Las gentes le atribuían toda clase de milagros y dones sobrenaturales, como ya había sucedido en otras partes. Cuatro meses después, pudo tomar posesión de su catedral. Uno de sus primeros actos fue la celebración de las «Cuarenta Horas», práctica hasta entonces desconocida en el Piamonte. A fines de 1603, emprendió la visita de su diócesis. Las curaciones y profecías del beato empezaron a multiplicarse. Según se dice, poseía el don desconcertante de predecir correctamente las muertes próximas. Antes de emprender la visita, había predicho su propia muerte, que tuvo lugar en Saluzzo pocas semanas después del fin de la visita a la diócesis. Había en dicha ciudad un fraile mezclado en intrigas amorosas con una monja. Cuando el beato lo supo, mandó llamar a los dos culpables, los amonestó bondadosamente y les previno que tomaría medidas más severas si continuaban. El día de la fiesta de San Bernardo fue a oficiar en la iglesia de los conventuales franciscanos, por ser la fiesta titular del santuario y se quedó a comer con ellos. El malvado fraile a quien el beato había reprendido, aprovechó la oportunidad para envenenar la copa de vino del obispo. Antes de vísperas, el varón de Dios se sintió enfermo y cuatro días más tarde, tuvo que guardar cama. Falleció al amanecer del 31 de agosto.

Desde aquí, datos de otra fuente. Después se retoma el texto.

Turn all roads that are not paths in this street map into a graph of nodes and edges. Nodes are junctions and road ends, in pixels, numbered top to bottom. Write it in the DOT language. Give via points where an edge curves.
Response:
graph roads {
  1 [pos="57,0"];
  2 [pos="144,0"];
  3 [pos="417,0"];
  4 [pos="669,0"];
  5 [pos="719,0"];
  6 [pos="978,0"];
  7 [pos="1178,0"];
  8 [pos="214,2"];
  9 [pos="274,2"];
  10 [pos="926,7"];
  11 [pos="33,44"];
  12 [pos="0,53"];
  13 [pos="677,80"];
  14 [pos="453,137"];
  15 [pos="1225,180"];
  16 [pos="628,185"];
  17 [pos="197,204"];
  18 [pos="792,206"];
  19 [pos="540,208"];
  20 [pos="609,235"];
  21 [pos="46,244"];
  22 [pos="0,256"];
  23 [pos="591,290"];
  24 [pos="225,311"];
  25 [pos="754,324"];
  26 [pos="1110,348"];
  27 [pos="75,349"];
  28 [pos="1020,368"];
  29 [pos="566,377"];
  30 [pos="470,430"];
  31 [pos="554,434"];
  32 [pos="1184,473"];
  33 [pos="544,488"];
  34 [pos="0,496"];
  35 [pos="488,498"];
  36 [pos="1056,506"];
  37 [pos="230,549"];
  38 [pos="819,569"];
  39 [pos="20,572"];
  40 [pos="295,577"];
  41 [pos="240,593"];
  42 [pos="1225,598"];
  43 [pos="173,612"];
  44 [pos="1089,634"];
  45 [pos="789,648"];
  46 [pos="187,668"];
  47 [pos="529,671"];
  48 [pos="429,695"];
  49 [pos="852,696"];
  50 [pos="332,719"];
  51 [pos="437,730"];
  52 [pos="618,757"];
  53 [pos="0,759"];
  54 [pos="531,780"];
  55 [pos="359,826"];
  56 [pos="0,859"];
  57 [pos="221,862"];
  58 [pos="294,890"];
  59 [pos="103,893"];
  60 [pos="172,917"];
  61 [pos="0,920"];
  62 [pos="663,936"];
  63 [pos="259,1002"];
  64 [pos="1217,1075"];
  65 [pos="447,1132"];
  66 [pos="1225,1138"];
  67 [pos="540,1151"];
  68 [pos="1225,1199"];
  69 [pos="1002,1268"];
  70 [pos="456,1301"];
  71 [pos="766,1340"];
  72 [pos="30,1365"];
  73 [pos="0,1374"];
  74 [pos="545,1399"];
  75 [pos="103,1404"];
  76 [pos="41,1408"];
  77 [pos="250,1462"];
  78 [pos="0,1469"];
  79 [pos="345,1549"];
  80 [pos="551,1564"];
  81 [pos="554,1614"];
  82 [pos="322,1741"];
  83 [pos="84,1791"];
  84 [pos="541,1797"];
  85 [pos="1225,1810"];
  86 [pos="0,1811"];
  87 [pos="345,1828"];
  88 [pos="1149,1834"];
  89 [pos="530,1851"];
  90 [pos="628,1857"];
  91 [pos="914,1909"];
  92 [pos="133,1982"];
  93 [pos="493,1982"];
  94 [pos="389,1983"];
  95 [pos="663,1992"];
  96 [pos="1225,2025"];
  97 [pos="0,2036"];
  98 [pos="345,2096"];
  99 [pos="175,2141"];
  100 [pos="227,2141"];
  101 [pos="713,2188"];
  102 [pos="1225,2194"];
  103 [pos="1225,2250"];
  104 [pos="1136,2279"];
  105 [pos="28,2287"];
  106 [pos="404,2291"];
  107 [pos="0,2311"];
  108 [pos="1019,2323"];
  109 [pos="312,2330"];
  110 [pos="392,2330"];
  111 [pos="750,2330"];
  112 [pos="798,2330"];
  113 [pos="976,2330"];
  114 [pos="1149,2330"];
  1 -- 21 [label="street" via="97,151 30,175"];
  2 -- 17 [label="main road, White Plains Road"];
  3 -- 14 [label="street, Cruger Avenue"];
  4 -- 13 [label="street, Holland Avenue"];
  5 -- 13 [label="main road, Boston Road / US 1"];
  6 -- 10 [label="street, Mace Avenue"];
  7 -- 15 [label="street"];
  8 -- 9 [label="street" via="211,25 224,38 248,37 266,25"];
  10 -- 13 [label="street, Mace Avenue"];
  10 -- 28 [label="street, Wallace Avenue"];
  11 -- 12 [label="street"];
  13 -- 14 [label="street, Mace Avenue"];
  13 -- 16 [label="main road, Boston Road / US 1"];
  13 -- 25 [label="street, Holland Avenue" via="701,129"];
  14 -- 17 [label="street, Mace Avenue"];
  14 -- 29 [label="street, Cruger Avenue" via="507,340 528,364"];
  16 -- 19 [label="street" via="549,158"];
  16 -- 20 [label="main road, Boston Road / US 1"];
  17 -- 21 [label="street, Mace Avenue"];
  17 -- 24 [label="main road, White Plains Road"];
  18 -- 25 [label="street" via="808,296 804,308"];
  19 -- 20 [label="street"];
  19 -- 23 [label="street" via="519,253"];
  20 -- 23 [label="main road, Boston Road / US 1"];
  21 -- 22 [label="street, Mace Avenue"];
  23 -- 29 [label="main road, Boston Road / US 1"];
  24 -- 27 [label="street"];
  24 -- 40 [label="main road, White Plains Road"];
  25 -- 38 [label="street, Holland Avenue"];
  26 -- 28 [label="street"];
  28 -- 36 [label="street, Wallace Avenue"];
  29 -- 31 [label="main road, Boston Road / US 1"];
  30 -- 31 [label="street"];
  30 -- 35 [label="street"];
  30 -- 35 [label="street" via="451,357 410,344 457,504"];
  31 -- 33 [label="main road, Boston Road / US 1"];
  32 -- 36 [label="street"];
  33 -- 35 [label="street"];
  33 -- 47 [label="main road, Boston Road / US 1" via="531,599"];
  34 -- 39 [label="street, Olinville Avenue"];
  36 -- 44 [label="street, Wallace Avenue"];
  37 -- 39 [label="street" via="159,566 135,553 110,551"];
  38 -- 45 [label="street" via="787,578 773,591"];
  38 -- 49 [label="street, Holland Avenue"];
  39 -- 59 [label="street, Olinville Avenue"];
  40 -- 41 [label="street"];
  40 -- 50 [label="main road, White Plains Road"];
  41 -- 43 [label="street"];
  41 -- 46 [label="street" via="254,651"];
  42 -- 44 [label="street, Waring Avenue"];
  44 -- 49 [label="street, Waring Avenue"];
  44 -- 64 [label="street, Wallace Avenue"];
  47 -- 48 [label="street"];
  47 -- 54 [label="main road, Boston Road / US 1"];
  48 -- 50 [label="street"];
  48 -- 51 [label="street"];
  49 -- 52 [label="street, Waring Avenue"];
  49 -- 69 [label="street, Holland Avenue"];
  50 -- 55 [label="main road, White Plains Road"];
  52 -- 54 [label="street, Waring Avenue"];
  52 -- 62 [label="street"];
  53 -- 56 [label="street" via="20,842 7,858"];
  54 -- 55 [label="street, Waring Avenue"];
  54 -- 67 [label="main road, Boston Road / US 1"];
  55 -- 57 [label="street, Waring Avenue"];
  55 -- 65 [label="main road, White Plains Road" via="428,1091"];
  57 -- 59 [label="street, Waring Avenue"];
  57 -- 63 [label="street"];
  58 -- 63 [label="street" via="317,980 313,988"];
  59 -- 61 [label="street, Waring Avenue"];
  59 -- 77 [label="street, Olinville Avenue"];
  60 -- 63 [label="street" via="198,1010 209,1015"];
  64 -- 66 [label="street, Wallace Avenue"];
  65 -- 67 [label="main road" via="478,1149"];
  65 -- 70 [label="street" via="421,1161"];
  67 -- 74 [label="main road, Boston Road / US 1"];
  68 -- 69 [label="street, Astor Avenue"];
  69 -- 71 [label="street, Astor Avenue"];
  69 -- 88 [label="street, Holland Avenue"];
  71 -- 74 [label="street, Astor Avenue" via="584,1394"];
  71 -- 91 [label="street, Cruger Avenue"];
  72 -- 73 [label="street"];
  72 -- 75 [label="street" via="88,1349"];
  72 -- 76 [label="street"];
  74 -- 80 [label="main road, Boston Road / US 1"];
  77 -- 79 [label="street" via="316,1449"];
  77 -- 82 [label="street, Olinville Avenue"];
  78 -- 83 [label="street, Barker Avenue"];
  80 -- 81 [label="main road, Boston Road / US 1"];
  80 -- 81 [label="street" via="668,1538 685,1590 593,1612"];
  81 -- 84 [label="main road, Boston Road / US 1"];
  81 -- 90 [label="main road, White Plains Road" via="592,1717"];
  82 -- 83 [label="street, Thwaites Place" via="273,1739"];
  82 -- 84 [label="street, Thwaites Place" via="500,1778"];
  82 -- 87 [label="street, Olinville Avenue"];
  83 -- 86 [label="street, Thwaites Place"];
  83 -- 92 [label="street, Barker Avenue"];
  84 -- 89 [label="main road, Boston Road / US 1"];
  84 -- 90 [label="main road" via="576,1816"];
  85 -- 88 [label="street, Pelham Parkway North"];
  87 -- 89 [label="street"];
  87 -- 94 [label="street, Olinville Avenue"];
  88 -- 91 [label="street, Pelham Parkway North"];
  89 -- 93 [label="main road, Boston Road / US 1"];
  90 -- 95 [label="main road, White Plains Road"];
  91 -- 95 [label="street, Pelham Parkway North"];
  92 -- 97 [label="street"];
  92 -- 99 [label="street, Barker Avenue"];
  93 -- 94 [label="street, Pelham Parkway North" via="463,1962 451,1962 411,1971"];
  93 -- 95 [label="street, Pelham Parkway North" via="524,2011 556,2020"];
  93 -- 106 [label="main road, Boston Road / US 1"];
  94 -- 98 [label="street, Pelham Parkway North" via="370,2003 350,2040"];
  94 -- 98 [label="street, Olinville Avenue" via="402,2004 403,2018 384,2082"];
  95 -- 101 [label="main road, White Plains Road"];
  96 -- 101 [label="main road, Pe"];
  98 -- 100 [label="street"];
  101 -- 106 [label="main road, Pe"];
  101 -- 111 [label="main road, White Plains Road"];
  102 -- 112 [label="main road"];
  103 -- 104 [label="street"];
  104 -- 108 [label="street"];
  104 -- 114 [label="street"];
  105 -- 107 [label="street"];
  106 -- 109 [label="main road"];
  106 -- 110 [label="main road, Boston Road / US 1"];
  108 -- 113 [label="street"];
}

Un cartujo escribió: «Murió por la causa de la virtud, de la religión y de Cristo y, por consiguiente, fue mártir». Como san Juan Bautista, el beato Juvenal «conquistó la palma del martirio por no haber tenido miedo de clamar la verdad». Los milagros se multiplicaron durante sus funerales. En vez de la misa de requiem, se celebró la misa del Espíritu Santo. La causa de beatificación se introdujo en 1624 y, tras algunos incidentes y dilaciones, llegó a feliz término en 1869, cuando el Concilio Vaticano I acababa de reunirse; aunque no está beatificado como mártir.
El P. Carlos Bowden publicó en 1891 Life of Bd John Juvenal Ancina; se trata de una biografía muy completa, con un admirable retrato del beato. El autor menciona en el prefacio la biografía escrita por el P. Bacci (1671), en la que se basó principalmente. En un artículo de Analecta Bollandiana, vol. XXVIII (1909), p. 243, acerca de la obra del P. Duver, se hace notar que los biógrafos del beato han dejado de lado hasta ahora ciertas fuentes, en particular los apuntes biográficos del P. B. Scaraggi, que fueron revisados por G. M. Ancina, hermano del santo obispo.